Together, the companies will continue joint testing and validation to prove Pulsar’s full capabilities, including:
- Native centimeter-level accuracy
- 100x stronger signal strength that reaches indoors and under dense foliage
- Robust protection against jamming and spoofing2
Through this partnership, Septentrio and Xona will advance receiver development, evaluate real-world performance, and explore commercial opportunities across diverse set of industrial and defense applications. Potential use cases span drones and autonomous vehicles, precision agriculture, construction and mining, robotics, timing and critical infrastructure.
Jan Van Hees, VP Business Development Septentrio and Brian Manning, CEO Xona Space shake hands after signing MOU.
This collaboration marks a significant step toward addressing the growing demand for robust, high-precision navigation in challenging environments. The MOU underscores a shared vision of both companies to advance satellite-based navigation technology and unlock the potential of hybrid GNSS-LEO solutions.
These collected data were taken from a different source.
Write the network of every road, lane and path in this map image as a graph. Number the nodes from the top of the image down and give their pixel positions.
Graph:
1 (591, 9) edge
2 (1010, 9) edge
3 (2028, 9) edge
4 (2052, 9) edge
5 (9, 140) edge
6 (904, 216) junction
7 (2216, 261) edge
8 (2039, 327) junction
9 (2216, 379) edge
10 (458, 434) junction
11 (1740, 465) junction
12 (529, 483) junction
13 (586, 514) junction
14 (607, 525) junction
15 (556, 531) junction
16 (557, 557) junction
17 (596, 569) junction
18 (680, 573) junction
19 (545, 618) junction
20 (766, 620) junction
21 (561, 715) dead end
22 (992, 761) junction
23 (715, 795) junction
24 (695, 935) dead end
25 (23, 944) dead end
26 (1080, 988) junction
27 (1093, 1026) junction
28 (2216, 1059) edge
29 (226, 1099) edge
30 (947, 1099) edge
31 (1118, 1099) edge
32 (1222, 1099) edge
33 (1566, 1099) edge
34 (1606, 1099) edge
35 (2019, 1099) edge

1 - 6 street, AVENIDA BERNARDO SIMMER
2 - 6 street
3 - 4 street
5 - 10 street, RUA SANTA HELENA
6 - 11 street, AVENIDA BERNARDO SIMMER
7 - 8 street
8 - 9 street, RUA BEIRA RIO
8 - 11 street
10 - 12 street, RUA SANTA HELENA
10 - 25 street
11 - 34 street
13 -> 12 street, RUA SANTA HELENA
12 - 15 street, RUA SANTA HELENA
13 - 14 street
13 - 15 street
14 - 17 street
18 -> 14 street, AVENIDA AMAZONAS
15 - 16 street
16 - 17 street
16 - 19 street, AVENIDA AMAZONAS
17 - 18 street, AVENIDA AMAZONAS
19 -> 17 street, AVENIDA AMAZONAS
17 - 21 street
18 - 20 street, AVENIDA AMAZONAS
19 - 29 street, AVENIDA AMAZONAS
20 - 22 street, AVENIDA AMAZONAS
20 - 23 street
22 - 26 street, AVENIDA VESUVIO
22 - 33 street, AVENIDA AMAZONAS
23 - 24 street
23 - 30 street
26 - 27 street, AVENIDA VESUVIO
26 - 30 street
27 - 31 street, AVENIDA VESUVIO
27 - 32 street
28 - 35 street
¹ Global Navigation Satellite System including the American GPS, European Galileo, Russian GLONASS, Chinese BeiDou, Japan’s QZSS and India’s NavIC. These satellite constellations broadcast positioning information to receivers which use it to calculate their absolute position.
2 Jamming is a form of radio interference which occurs when GPS frequency is overpowered by other radio waves, resulting in accuracy degradation or event total loss of position. Spoofing is a malicious form of radio interference, where misleading signals are sent into the receiver, resulting in faulty coordinates, which lead the target away from its predefined track.